Exercise instructions: Write the entries out exactly, with the final line being the one containing "pinky pip: (205, 108)".

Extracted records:
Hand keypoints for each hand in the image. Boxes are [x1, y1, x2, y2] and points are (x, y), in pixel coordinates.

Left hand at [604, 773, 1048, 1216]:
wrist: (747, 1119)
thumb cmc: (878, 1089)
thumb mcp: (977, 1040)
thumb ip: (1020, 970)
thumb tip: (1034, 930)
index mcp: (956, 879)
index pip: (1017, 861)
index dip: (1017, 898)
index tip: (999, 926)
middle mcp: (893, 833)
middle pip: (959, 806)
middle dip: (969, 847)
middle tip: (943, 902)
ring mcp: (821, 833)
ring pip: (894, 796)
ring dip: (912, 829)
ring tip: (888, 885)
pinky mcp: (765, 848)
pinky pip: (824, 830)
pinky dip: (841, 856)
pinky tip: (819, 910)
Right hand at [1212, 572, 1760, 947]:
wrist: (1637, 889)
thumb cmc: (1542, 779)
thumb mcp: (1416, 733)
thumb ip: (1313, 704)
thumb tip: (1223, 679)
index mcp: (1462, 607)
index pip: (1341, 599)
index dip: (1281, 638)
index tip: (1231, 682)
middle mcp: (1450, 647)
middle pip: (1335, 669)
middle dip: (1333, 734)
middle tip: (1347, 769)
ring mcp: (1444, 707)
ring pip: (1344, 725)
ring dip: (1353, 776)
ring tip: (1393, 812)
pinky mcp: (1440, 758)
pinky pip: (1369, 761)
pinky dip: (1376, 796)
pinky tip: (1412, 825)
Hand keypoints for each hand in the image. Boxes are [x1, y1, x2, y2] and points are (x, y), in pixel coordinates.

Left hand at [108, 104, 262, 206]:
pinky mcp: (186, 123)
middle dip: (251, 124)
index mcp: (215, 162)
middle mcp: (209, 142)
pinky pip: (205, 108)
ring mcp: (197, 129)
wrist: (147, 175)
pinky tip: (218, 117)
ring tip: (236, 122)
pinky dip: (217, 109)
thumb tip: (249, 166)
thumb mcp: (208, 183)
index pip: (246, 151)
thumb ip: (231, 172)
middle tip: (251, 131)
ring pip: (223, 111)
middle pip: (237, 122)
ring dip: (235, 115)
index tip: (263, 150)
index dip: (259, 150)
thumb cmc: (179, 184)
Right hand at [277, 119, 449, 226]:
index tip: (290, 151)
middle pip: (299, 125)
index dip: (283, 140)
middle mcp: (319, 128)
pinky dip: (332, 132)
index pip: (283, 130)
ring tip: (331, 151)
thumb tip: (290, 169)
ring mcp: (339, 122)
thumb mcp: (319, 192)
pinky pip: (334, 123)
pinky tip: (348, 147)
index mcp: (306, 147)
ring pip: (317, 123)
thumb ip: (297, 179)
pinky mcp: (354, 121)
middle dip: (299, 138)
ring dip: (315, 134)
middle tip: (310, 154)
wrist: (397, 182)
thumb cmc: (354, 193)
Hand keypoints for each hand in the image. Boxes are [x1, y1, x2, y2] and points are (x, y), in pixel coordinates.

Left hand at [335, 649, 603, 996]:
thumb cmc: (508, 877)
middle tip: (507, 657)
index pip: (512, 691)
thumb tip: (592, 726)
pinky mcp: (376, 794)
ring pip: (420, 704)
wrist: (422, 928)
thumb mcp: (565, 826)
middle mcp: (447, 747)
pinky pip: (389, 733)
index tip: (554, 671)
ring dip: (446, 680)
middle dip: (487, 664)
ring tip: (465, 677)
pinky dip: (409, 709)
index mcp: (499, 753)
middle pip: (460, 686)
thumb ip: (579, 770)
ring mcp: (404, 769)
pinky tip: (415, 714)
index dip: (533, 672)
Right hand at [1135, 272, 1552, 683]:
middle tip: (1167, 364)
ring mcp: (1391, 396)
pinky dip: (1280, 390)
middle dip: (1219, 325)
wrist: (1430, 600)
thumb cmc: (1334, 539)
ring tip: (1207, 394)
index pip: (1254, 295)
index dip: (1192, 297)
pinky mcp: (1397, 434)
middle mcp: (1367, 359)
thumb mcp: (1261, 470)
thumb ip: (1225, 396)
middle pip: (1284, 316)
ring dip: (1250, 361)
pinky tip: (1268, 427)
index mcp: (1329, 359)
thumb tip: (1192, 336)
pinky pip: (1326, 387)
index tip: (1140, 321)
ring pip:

Exercise solution:
Hand keypoints for each hand in the image. Boxes are [x1, y1, x2, y2] and points are (x, y), in pixel coordinates.

Left hand at [604, 773, 1048, 1216]:
wrist: (747, 1119)
thumb cmc: (878, 1089)
thumb mcp: (977, 1040)
thumb ip: (1020, 970)
thumb tip: (1034, 930)
index mcp: (956, 879)
index pip: (1017, 861)
index dip: (1017, 898)
index tip: (999, 926)
middle mcp: (893, 833)
middle pip: (959, 806)
middle dip: (969, 847)
middle tip: (943, 902)
ring mcp: (821, 833)
ring pip: (894, 796)
ring dip: (912, 829)
ring tip: (888, 885)
pinky mcp: (765, 848)
pinky pip: (824, 830)
pinky dip: (841, 856)
pinky tip: (819, 910)
Right hand at [1212, 572, 1760, 947]:
wrist: (1637, 889)
thumb cmc: (1542, 779)
thumb mcp: (1416, 733)
thumb ip: (1313, 704)
thumb tip: (1223, 679)
index mcp: (1462, 607)
index pip: (1341, 599)
index dip: (1281, 638)
index tip: (1231, 682)
middle mcp: (1450, 647)
middle pip: (1335, 669)
middle dip: (1333, 734)
middle tip: (1347, 769)
ring mcp: (1444, 707)
ring pip: (1344, 725)
ring dip: (1353, 776)
ring tip: (1393, 812)
pinky mcp: (1440, 758)
pinky pip: (1369, 761)
pinky dip: (1376, 796)
pinky tip: (1412, 825)
Hand keypoints for each hand in the image. Boxes are [x1, y1, x2, y2] and points are (x, y), in pixel coordinates.

Left hand at [108, 104, 262, 206]:
pinky mcp: (186, 123)
middle dip: (251, 124)
index mcp: (215, 162)
middle mcp: (209, 142)
pinky pip: (205, 108)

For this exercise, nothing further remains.